Sajid Javid resigned today as Chancellor of the Exchequer as Boris Johnson’s reshuffle of the cabinet saw many Cabinet ministers moved on or replaced.
He will now be replaced by the Chief Secretary to the Treasury, Rishi Sunak who is believed to be a more loyal as a No. 10 junior member of staff, in what some are describing as a Downing Street power grab, after Mr Javid delivered the bombshell announcement of his resignation.
Mr Sunak is relatively new to politics, and was only elected MP for the area of Richmond Park in Yorkshire in 2015, but as s Chief Secretary to the Treasury, he would have been second in command to the Chancellor so he has obviously experience in this position.
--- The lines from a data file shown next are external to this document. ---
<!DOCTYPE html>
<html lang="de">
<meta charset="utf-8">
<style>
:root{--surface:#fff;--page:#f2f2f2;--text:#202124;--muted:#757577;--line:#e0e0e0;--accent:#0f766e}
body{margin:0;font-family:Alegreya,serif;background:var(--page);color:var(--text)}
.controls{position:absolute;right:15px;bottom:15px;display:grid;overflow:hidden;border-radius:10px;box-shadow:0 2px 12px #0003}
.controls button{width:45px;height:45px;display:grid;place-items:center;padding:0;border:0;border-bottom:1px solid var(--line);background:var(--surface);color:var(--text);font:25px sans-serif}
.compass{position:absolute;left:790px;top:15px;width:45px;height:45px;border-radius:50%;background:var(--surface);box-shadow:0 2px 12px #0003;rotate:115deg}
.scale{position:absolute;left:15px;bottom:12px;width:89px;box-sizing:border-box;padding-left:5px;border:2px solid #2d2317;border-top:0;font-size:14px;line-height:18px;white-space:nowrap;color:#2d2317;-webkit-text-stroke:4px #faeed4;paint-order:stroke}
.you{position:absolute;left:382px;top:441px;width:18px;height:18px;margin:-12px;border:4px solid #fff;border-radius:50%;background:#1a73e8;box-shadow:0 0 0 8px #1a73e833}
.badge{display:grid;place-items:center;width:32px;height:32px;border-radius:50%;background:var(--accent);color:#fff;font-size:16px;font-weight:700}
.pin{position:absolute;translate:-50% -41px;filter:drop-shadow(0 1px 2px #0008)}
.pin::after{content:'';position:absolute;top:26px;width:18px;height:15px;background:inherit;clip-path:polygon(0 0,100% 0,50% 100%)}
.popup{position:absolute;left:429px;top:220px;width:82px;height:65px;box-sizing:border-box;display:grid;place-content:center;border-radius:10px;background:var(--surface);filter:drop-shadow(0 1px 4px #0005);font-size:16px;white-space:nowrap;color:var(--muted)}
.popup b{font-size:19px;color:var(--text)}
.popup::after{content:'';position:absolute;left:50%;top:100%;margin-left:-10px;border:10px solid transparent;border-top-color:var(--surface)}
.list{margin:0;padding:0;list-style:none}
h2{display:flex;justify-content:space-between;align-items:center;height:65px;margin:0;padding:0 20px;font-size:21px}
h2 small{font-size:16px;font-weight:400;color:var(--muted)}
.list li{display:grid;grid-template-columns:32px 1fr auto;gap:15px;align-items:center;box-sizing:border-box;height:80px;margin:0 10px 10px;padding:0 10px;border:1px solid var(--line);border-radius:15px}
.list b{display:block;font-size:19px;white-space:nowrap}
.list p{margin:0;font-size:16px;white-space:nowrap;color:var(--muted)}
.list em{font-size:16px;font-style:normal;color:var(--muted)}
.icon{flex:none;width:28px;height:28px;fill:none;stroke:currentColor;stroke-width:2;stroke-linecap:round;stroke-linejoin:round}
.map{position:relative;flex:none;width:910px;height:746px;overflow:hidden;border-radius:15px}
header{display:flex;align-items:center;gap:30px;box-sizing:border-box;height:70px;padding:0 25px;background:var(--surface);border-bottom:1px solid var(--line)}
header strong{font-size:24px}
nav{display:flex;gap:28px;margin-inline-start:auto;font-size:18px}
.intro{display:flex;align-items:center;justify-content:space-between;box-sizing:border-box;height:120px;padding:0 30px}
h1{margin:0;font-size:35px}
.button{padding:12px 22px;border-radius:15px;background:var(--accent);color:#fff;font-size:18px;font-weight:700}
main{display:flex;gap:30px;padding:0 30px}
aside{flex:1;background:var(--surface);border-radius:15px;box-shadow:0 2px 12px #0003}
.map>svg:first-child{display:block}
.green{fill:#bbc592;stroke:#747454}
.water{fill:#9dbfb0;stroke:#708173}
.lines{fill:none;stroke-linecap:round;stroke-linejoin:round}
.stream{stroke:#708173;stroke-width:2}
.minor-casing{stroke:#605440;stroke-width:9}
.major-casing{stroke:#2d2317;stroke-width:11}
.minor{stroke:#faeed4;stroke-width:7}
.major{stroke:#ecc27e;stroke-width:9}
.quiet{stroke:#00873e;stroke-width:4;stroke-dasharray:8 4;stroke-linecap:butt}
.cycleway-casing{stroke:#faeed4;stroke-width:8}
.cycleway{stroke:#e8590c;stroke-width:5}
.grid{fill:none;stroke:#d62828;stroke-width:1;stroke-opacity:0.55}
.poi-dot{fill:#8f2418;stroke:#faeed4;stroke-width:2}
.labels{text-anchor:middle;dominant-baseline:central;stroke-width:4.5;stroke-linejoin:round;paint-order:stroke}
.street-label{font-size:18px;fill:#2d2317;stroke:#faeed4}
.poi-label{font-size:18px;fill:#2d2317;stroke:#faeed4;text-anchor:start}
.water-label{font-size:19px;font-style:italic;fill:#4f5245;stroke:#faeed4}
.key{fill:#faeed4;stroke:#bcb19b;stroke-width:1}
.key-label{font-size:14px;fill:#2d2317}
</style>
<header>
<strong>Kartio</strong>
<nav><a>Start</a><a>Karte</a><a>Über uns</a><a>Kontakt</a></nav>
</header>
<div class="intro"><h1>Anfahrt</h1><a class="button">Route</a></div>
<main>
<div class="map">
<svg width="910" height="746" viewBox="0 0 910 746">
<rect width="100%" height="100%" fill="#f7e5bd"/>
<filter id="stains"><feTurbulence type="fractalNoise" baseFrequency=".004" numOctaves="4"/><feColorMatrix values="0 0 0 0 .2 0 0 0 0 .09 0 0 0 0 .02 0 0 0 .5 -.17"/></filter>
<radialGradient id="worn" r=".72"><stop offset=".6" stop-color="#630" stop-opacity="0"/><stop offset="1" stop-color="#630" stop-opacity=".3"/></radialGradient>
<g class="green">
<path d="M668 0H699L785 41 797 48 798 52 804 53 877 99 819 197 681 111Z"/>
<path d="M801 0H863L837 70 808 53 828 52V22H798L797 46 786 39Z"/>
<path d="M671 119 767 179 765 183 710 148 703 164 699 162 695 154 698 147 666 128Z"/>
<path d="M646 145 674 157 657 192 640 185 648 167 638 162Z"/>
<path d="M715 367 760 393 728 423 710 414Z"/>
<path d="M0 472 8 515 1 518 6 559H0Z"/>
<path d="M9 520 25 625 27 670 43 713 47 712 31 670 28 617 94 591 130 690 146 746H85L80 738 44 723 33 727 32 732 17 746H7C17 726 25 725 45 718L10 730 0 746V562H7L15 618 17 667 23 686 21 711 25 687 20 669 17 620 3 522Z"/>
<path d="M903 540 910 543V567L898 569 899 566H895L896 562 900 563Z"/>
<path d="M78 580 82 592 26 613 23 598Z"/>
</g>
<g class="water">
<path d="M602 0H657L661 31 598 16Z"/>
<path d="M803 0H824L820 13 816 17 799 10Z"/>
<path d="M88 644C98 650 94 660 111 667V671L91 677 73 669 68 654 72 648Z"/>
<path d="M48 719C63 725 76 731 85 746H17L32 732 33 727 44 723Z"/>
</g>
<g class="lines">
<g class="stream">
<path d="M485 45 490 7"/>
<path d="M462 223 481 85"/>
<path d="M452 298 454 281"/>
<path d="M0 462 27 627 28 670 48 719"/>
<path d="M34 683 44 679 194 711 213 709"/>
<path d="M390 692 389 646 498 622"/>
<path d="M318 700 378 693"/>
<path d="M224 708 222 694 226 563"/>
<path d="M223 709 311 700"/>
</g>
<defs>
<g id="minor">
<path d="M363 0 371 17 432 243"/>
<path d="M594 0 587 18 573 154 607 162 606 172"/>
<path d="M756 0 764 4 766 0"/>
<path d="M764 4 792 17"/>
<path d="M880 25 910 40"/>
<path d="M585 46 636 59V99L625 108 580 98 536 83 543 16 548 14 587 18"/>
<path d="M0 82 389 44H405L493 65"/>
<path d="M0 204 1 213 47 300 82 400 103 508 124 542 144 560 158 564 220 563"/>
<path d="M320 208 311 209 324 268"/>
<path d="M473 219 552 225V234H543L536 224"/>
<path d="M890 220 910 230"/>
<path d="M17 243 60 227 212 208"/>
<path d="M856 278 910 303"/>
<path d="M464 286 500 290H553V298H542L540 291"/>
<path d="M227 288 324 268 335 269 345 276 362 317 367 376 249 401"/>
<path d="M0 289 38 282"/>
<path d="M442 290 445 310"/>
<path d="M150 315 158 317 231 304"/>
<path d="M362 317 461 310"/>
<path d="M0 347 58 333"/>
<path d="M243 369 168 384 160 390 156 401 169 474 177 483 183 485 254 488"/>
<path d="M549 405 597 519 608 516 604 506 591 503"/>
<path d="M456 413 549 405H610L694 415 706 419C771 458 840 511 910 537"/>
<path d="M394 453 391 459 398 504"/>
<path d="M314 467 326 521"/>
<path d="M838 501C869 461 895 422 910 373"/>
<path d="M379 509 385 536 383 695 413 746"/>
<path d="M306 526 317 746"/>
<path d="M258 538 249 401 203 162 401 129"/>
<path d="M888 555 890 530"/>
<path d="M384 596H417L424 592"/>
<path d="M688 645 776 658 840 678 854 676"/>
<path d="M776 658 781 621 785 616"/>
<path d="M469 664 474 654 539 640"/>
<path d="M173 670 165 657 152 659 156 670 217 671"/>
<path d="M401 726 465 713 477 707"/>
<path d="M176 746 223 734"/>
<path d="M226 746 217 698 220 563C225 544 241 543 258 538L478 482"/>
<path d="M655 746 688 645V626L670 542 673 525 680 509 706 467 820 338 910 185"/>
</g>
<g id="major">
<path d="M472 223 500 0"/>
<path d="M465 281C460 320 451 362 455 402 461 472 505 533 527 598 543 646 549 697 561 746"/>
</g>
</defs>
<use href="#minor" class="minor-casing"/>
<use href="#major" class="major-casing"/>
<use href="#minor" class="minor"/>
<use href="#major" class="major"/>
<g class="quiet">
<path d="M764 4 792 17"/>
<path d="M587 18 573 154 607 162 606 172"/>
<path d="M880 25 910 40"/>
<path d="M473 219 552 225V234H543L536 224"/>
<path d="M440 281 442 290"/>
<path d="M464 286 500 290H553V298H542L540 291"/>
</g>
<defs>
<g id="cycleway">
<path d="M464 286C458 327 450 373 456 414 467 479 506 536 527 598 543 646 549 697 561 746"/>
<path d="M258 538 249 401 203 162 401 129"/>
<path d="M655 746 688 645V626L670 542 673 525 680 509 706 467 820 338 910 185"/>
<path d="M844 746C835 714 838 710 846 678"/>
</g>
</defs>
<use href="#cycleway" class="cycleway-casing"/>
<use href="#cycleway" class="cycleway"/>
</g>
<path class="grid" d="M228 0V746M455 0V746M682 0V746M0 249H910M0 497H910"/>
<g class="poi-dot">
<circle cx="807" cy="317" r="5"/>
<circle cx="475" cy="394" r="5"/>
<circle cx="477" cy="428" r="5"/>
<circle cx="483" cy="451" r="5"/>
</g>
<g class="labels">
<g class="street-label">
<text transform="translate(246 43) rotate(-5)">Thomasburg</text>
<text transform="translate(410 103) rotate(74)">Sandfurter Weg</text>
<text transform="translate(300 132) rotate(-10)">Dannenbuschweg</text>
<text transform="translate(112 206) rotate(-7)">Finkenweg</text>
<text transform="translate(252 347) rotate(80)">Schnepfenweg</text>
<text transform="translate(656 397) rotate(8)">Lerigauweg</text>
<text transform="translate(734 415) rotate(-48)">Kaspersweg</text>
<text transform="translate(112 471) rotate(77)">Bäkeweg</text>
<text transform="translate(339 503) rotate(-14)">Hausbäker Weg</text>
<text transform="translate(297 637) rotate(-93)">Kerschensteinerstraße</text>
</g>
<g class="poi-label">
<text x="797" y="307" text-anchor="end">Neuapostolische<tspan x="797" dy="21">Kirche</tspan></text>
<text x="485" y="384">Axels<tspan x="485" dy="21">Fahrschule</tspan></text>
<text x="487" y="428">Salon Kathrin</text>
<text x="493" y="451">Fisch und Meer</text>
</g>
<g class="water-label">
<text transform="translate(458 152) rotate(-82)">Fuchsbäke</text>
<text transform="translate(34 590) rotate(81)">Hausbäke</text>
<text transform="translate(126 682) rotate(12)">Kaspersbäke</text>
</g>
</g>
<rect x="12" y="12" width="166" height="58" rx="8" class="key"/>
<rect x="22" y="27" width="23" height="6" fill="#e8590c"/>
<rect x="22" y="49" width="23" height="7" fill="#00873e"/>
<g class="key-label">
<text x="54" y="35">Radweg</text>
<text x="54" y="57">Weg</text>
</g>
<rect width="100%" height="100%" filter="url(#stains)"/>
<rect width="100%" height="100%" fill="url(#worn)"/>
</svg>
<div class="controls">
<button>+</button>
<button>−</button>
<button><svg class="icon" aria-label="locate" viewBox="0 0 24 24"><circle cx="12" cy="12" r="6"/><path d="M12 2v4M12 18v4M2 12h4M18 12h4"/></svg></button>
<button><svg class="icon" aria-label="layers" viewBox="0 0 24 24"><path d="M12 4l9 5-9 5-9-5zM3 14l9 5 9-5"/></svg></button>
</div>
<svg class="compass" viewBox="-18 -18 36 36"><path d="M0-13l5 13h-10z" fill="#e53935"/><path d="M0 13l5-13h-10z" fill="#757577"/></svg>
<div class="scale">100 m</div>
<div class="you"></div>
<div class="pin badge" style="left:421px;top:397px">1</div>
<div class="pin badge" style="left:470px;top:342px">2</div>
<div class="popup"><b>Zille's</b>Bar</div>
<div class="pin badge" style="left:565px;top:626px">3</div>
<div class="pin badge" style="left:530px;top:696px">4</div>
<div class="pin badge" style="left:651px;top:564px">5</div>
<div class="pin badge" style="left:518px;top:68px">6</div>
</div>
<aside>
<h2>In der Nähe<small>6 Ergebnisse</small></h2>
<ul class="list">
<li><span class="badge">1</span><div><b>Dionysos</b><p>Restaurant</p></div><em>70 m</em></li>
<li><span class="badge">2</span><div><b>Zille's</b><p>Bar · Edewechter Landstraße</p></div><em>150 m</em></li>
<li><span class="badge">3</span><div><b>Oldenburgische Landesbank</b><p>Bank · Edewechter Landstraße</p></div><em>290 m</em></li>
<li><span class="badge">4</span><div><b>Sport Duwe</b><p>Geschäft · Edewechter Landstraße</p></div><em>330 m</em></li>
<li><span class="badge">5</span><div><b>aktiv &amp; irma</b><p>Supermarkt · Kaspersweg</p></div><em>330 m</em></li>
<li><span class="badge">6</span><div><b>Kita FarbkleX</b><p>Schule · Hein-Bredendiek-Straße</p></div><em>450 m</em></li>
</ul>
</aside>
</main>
He voted to Leave the EU and backed Teresa May’s Brexit deal. He also has appeared in televised debates during the December elections. Sunak worked as an analyst for investment bank Goldman Sachs between 2001 and 2004
Sajid Javid, the former Chancellor is believed to have been furious following rows over policy and control by Boris Johnson’s top team, including Dominic Cummings.
Mr Javid would have remained as Chancellor in the reshuffle – but quit this lunchtime when Number 10 ordered him to sack his team of aides, a source close to the former minister said.
In his shock departure only 27 days before the Budget, Mr Javid announced “no self-respecting minister” could accept the conditions that were being imposed on his department.
It is the first resignation of a Chancellor in protest for 31 years since Nigel Lawson quit under Margaret Thatcher in 1989.
His resignation makes Mr Javid the shortest-serving Chancellor for 50 years, the last smallest tenure as chancellor Iain Macleod who died after only a month in office.
Both Mr Sunak and Mr Javid have both worked in Banking with Rishi Sunak having worked as a hedge fund manager for a investment firm.